|
Николай Клюев глазами современников
: [сб. воспоминаний / Сост., подготовка текста и примеч. В.П. Гарнина]. – Спб.: Изд-во «Росток», 2005. – 352 с.
назад | содержание
| вперед
П.В. Орешин
МОЕ ЗНАКОМСТВО С СЕРГЕЕМ ЕСЕНИНЫМ
Часов около девяти слышу – кто-то за дверью спрашивает меня.
Дверь без предупреждения открывается, и входит Есенин.
Было это в семнадцатом году, осенью, в Петрограде, когда в воздухе уже попахивало Октябрем. Я сидел за самоваром, дописывал какое-то стихотворение. Есенин подошел ко мне, и мы поцеловались. На нем был серый, с иголочки костюм, белый воротничок и галстук синего цвета. Довольно щегольской вид. Спрашивает улыбаясь:
– С Клюевым ты как... знаком?
– Нет.
– А с Городецким? А с Блоком?
– Нет.
Попросил чаю.
– Вот чудак! А ведь Блок и Клюев... хорошие ребята!.. Зря ты так, в стороне...
Потом поглядел на меня так, поглядел этак и сел за стол:
– А Клычкова знаешь?
– И Клычкова не знаю.
– Ну, ладно... я не за тем пришел... Это я так... Хорошая у тебя комната!.. А Ширяевца знаешь?
– Никогда не видел. Смеется.
– Вот чудак! <...>
За эти два-три часа мы переворошили всю современную литературу, основательно промыли ей кости и нахохотались до слез.

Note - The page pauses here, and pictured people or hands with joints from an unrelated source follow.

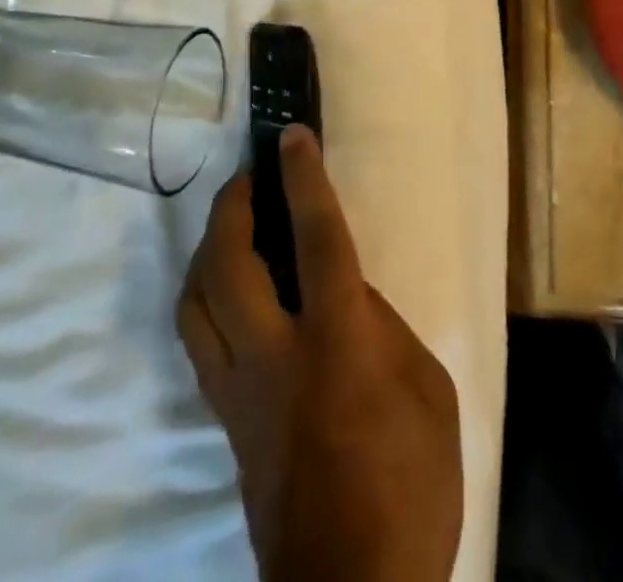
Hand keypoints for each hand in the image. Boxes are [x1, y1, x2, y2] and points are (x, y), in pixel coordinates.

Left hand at [176, 126, 461, 581]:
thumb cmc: (410, 487)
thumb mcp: (428, 393)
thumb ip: (384, 330)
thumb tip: (348, 294)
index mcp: (336, 344)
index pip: (315, 239)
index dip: (303, 179)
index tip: (292, 135)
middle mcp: (274, 356)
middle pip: (229, 263)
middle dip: (234, 204)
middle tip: (250, 174)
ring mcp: (239, 391)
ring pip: (195, 301)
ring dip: (209, 248)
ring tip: (233, 223)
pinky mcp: (225, 420)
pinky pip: (198, 340)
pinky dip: (205, 296)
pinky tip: (227, 289)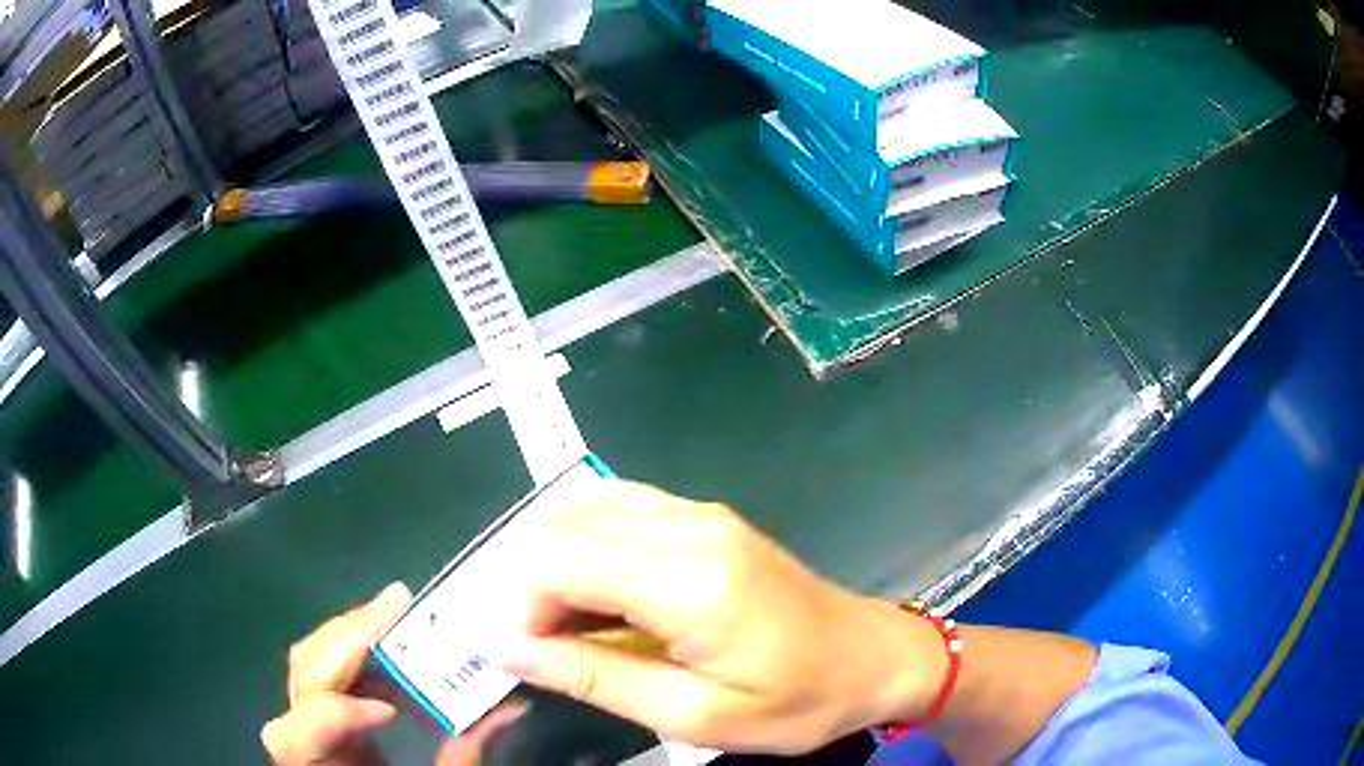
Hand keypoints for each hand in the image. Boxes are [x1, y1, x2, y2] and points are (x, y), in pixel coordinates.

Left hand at [263, 583, 524, 765]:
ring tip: (395, 616)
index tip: (390, 711)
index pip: (301, 735)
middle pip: (302, 678)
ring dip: (353, 636)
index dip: (336, 715)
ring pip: (308, 664)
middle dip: (347, 639)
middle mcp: (303, 741)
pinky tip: (394, 652)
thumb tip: (512, 705)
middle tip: (397, 604)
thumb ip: (466, 754)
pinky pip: (330, 669)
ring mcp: (308, 721)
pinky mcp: (323, 712)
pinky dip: (361, 655)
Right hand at [499, 481, 946, 754]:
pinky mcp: (706, 517)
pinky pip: (619, 508)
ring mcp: (700, 513)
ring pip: (585, 511)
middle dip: (531, 585)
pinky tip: (596, 590)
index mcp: (691, 581)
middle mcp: (690, 527)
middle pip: (565, 528)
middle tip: (544, 646)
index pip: (561, 561)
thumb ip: (597, 678)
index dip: (521, 604)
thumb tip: (508, 649)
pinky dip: (585, 544)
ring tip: (568, 625)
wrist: (872, 657)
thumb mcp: (698, 716)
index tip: (524, 655)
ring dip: (554, 563)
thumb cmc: (797, 701)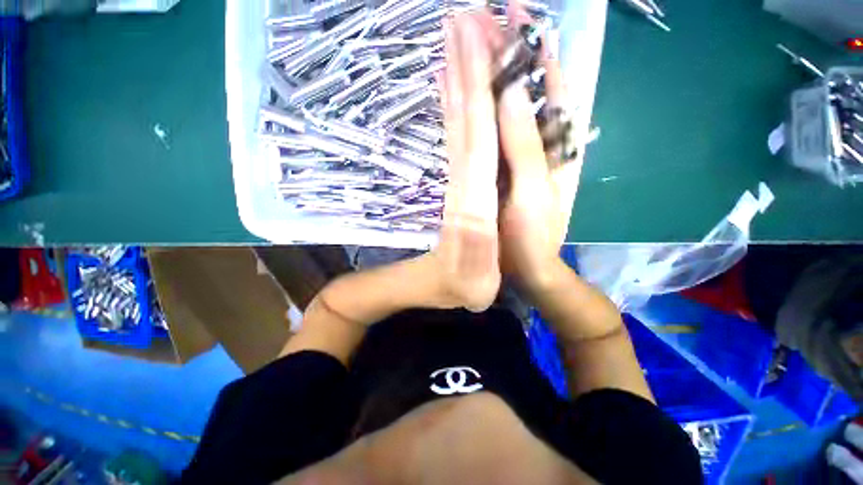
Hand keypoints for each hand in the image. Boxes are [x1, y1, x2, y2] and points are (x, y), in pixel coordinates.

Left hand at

– Вот дураки! – захлебываясь, хохотал Есенин. – Они думали, мы лыком шиты... Ведь Клюев-то, знаешь... я неграмотный, говорит! Через о... неграмотный! Это в салоне-то... А думаешь, я не чудил? А поддёвка-то зачем?.. Хрестьянские, мол!.. Хотя, знаешь, я от Клюева ухожу... Вот лысый черт! Революция, а он «избяные песни» [1]... На-ка-за-ние! Совсем старик отяжелел. А поэт огромный! Ну, только не по пути... – И вдруг весело и громко на всю квартиру: – А знаешь... мы еще и Блоку и Белому загнем салазки! Я вот на днях написал такое стихотворение, что и сам не понимаю, что оно такое! Читал Разумнику, говорит – здорово, а я... Ну, вот хоть убей, ничего не понимаю!
– А ну-ка...
Я думал, что Есенин опять разразится полным голосом и закинет правую руку на свою золотую макушку как он обыкновенно делал при чтении своих стихов, но Есенин только слегка отодвинулся от меня в глубину широкого кожаного дивана и наивыразительнейше прочитал одно четверостие почти шепотом:
Облака лают,
Ревет златозубая высь...
Пою и взываю:
Господи, отелись! [2]
И вдруг громко, сверкая глазами:
– Ты понимаешь: господи, отелись! Да нет, ты пойми хорошенько: го-спо-ди, о-те-лись!.. Понял? Клюеву и даже Блоку так никогда не сказать... Ну?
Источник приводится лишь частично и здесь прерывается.